At Babcock University, another private institution, at Ilishan-Remo 70 km north-east of Lagos, undergraduates have already started taking their examinations online. “Immediately after the lockdown, when it became clear that the re-opening of the university was not foreseeable, we went online,” said Kolade Ajilore, professor of communication studies at Babcock’s department of mass communication.
“We were just a week away from our second semester examinations when the lockdown was imposed, so we had to make arrangements to organise online exams. We are in the middle of them now. And maybe within another week, they will be concluded.”
Prior to the examinations, Ajilore used Zoom for his classes, which focused on PhD students and were mainly interactive.
“It is seamless if you have a good internet network and my class went on fine.

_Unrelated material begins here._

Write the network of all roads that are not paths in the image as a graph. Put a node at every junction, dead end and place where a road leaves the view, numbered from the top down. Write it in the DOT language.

I was able to administer tests, give assignments and at that level of scholarship, definitely you will expect some level of concentration and seriousness from the students. So it was fine.”

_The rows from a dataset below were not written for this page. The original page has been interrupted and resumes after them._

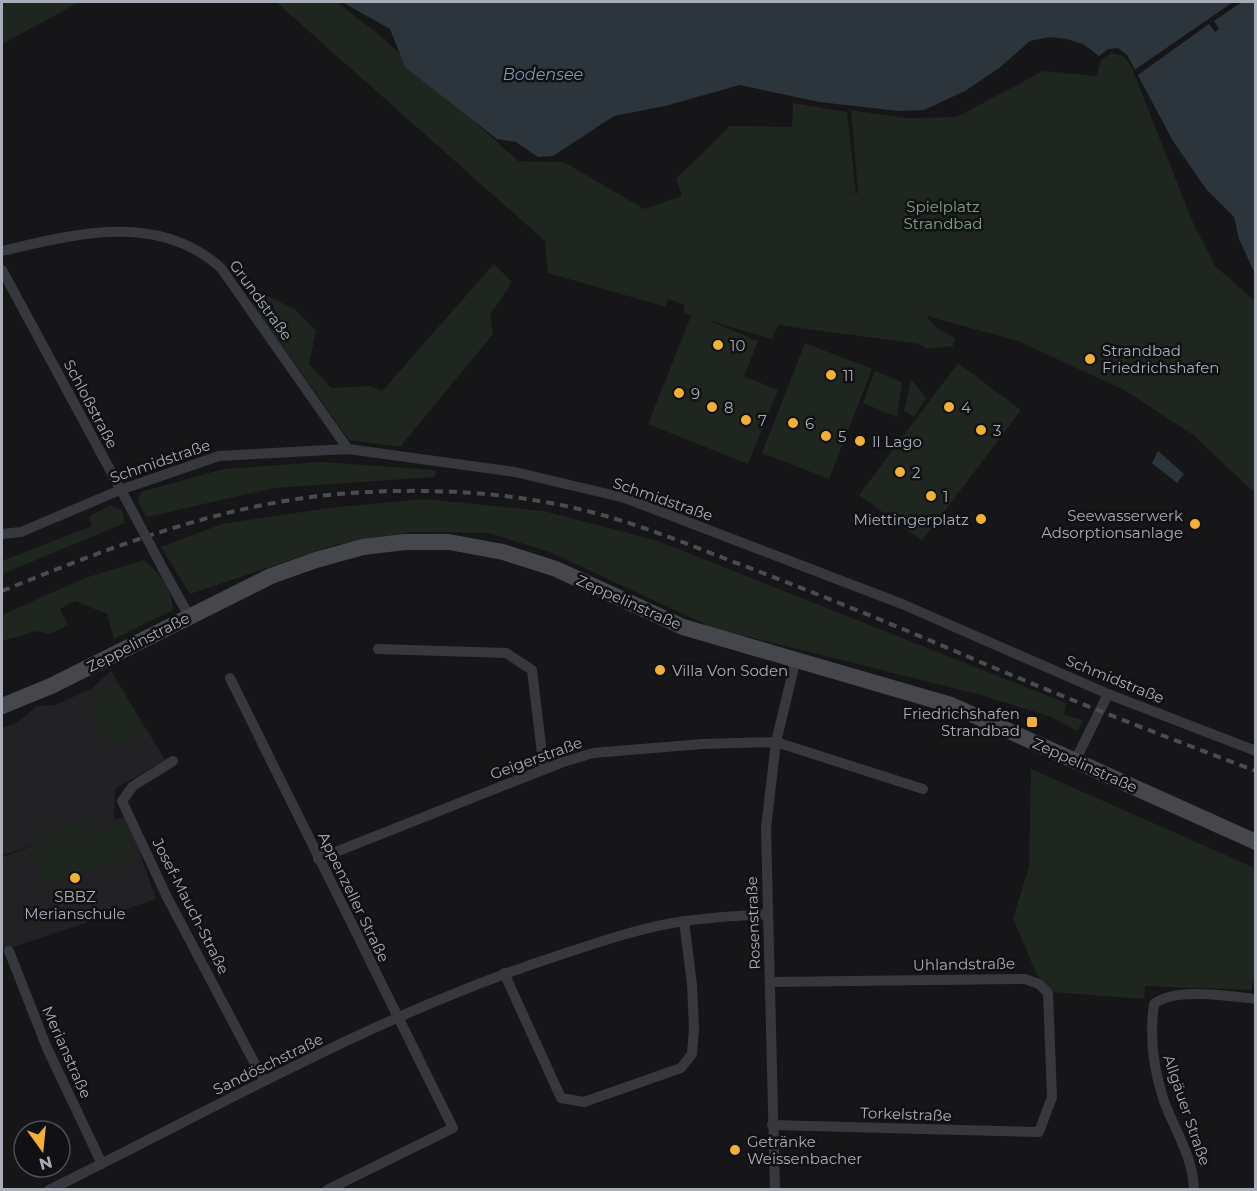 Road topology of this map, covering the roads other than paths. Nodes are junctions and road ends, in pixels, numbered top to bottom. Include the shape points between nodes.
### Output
1 (2, 251) edge
2 (2, 270) edge
3 (348, 449) junction
4 (120, 490) junction
5 (2, 534) edge
6 (189, 616) junction
7 (378, 650) dead end
8 (796, 659) junction
9 (230, 678) dead end
10 (1108, 694) junction
11 (2, 706) edge
12 (776, 742) junction
13 (1256, 751) edge
14 (172, 761) dead end
15 (1075, 761) junction
16 (544, 770) junction
17 (923, 789) dead end
18 (1256, 842) edge
19 (318, 859) junction
20 (766, 914) junction
21 (684, 921) junction
22 (9, 951) dead end
23 (504, 973) junction
24 (770, 982) junction
25 (1256, 999) edge
26 (397, 1018) junction
27 (264, 1081) junction
28 (772, 1125) junction
29 (1040, 1132) joint
30 (102, 1164) junction
31 (49, 1190) edge
32 (327, 1190) edge
33 (775, 1190) edge
34 (1194, 1190) edge

1 - 3 street, Grundstraße via 99,230 170,239 205,253 221,268
2 - 4 street, Schloßstraße
3 - 4 street, Schmidstraße via 219,456
3 - 10 street, Schmidstraße via 515,472 625,498 902,604
4 - 5 street, Schmidstraße via 21,532
4 - 6 street, Schloßstraße, bridge
6 - 8 main road, Zeppelinstraße via 271,576 316,560 405,542 449,542 502,552 546,566 683,627
6 - 11 main road, Zeppelinstraße via 51,686
7 - 16 street via 506,653 532,670
8 - 12 street, Rosenstraße
8 - 15 main road, Zeppelinstraße via 951,705
9 - 19 street, Appenzeller Straße
10 - 13 street, Schmidstraße
10 - 15 street
12 - 16 street, Geigerstraße via 593,753
12 - 17 street, Geigerstraße
12 - 20 street, Rosenstraße via 766,828
14 - 27 street, Josef-Mauch-Straße via 133,786 122,801 167,897
15 - 18 main road, Zeppelinstraße
16 - 19 street, Geigerstraße
19 - 26 street, Appenzeller Straße
20 - 21 street, Sandöschstraße
20 - 24 street, Rosenstraße
21 - 23 street, Sandöschstraße via 604,940
21 - 23 street via 692,985 692,1054 681,1068 584,1102 561,1098
22 - 30 street, Merianstraße via 47,1048
23 - 26 street, Sandöschstraße
24 - 28 street, Rosenstraße
24 - 29 street, Uhlandstraße via 1007,978 1039,984 1048,993 1052,1097
25 - 34 street, Allgäuer Straße via 1164,996 1154,1004 1151,1049 1155,1072 1186,1148
26 - 27 street, Sandöschstraße
26 - 32 street, Appenzeller Straße via 453,1128
27 - 30 street, Sandöschstraße
28 - 29 street, Torkelstraße
28 - 33 street, Rosenstraße
30 - 31 street, Sandöschstraße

Ajilore said because doctoral students focus on research, the internet has been an invaluable aid to his students: “I can recall, during our time, whatever research you were doing, you had to do it in the library. But with ICT, whatever you need is just a button away. It’s just a question of you knowing how to search and applying some modicum of integrity.”
Internet infrastructure limitations
However, poor internet infrastructure does present challenges to some students at private universities.

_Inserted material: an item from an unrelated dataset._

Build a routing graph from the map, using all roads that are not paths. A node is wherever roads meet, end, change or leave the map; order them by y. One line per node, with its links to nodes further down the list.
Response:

“I am not comfortable with the entire e-learning programme,” a final-year undergraduate student at Adeleke University, told University World News.
“Even if you have the money, to get good internet reception is a problem. Sometimes you may be in your room and the entire environment may not have [internet] service, and you may have a class at that exact time and it won’t be possible to attend. So, if you’re given a particular hour to write an exam paper and there is no network, how will the person meet the exact timing of the school? If it was in a very technologically advanced country, like America, it could be acceptable, but this is Nigeria.”
Internet services are patchy across the country and the problem has been exacerbated by restricted national travel, preventing students from crossing state borders in order to base themselves in areas with well-developed internet services.
According to students and academics talking to University World News, academic activities of students at public universities have been largely non-existent during lockdown. However some, such as Lagos State University (LASU), have made progress.
“LASU has utilised a state government-backed e-learning platform to upload materials for its students”, said a LASU academic who requested anonymity. A LASU student told University World News that some lectures are being offered through WhatsApp and Zoom.
No immediate reopening likely
As the number of COVID-19 cases continues to grow in the country, an imminent reopening of Nigeria’s university buildings seems unlikely. According to the Nigeria Centre for Disease Control, as of 2 June Nigeria had recorded 10,819 cases of the coronavirus, with 3,240 sufferers successfully treated and discharged, and 314 deaths.
Nigeria’s universities are, however, helping the country’s response to COVID-19. A group of scientists from different institutions, including Adeleke University and Ladoke Akintola University of Technology (LAUTECH), north of Lagos, have developed two potential vaccines.
“In summary, the team has been able to construct two potential vaccines for SARS-CoV-2, which should work … to protect the general populace against the novel COVID-19, if it becomes successful in the animal trial,” the scientists said in a joint statement, signed by their coordinator, Professor Kola Oloke, vice-chancellor of Precious Cornerstone University, a private faith-based higher education institution in Ibadan.